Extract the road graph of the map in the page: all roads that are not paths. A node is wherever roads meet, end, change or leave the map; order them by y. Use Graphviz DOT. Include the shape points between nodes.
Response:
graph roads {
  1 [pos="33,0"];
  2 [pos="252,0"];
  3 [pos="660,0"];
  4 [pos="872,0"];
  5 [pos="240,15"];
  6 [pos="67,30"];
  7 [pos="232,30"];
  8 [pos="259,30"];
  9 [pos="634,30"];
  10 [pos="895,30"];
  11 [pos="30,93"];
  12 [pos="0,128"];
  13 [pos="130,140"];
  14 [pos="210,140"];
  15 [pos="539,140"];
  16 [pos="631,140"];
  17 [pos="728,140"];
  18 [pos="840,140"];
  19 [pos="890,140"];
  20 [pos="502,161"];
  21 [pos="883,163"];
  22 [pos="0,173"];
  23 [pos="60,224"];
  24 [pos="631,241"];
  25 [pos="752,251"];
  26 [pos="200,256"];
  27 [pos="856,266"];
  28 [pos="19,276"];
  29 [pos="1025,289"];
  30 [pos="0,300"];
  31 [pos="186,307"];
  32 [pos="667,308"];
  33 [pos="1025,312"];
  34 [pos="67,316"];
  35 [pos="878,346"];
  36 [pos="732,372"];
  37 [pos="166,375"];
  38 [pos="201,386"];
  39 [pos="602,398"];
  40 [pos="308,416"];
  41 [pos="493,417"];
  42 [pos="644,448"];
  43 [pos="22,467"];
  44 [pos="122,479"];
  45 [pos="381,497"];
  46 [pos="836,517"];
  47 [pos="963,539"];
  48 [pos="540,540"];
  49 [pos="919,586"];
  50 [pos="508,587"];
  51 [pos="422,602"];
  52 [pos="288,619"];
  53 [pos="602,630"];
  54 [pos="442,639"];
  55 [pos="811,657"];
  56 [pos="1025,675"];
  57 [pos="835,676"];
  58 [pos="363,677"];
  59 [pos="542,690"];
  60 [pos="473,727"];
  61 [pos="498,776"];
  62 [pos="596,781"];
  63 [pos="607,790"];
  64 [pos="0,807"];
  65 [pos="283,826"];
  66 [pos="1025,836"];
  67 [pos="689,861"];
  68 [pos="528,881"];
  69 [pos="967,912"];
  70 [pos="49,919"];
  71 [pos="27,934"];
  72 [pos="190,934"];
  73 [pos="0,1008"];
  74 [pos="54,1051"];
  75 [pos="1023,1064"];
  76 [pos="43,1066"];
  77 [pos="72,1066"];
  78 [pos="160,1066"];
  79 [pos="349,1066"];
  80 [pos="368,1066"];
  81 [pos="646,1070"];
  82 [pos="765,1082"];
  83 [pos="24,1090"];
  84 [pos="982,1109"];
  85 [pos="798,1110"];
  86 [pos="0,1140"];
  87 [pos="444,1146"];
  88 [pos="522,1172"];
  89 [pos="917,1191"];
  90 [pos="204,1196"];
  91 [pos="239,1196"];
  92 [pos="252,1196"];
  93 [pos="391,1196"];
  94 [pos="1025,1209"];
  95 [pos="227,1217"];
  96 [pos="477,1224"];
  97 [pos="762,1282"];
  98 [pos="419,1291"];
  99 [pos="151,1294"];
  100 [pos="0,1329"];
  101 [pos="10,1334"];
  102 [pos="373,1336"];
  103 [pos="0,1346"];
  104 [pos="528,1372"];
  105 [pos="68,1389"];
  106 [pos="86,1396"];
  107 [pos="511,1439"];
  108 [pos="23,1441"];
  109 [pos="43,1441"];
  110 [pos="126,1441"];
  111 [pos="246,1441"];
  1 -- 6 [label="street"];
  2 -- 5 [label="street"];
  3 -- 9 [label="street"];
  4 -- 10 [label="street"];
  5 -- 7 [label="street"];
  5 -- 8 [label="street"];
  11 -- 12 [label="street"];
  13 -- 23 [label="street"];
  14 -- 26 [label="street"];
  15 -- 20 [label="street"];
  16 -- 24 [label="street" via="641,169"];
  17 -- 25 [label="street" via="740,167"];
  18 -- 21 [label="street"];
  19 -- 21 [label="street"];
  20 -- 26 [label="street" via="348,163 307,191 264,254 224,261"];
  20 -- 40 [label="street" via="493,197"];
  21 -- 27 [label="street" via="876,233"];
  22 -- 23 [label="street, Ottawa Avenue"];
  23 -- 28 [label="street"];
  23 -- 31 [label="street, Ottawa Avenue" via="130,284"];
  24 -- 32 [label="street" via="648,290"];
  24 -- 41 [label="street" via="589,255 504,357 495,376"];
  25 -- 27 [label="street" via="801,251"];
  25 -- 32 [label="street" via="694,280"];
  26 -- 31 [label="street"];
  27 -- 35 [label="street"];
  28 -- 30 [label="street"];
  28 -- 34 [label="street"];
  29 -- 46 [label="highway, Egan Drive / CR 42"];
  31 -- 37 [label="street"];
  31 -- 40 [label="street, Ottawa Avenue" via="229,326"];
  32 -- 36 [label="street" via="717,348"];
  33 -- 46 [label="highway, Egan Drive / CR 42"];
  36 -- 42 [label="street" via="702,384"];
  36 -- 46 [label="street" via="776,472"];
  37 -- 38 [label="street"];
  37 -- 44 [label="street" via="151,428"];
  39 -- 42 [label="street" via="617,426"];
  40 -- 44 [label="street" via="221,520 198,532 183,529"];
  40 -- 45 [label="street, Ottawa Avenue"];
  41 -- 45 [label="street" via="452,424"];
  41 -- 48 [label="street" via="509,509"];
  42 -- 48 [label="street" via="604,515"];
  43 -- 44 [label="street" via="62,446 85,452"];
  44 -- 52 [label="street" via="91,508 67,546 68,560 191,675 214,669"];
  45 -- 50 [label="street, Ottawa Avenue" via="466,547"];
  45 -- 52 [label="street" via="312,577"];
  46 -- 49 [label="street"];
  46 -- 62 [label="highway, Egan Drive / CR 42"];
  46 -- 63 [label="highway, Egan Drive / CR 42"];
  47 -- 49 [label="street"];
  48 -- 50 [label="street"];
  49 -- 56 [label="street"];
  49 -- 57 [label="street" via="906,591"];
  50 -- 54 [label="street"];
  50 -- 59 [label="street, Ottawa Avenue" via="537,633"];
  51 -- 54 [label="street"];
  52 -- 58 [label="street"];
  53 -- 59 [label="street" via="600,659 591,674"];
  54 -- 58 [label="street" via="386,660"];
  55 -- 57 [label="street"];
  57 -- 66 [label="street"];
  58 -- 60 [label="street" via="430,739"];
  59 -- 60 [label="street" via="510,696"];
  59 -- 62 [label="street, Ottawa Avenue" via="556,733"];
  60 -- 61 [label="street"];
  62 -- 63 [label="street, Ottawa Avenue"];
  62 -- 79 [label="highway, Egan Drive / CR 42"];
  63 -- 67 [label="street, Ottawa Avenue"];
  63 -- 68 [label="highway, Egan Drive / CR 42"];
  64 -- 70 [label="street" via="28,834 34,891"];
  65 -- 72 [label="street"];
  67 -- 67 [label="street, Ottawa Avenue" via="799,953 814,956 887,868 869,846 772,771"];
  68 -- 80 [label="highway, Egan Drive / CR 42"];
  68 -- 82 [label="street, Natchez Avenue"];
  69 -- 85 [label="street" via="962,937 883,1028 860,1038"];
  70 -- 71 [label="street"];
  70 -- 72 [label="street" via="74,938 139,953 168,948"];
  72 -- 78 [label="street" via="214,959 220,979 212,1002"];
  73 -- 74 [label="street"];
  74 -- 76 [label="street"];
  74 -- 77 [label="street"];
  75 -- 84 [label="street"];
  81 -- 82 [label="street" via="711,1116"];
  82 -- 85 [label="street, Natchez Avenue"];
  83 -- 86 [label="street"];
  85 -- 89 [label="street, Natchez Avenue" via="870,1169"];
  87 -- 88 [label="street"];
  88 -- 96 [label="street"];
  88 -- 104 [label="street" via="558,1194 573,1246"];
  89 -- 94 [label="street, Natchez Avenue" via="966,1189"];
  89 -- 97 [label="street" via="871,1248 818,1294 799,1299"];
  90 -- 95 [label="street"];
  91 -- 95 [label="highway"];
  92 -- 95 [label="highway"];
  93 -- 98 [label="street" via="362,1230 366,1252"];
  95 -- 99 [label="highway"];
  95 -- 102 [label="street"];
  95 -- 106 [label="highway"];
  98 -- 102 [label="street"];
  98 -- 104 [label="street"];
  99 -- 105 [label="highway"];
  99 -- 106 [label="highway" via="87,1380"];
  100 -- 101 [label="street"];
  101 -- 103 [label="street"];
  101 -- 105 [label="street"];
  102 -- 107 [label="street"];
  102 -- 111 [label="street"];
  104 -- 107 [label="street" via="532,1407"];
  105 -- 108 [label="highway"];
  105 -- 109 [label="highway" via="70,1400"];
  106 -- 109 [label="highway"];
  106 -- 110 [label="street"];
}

----------

# WHAT THE TASK REQUIRES
Your answer should consist of every line from the entries that holds "graph".

# SOLUTION FOR THIS TASK
Extract the road graph of the map in the page: all roads that are not paths. A node is wherever roads meet, end, change or leave the map; order them by y. Use Graphviz DOT. Include the shape points between nodes.
graph roads {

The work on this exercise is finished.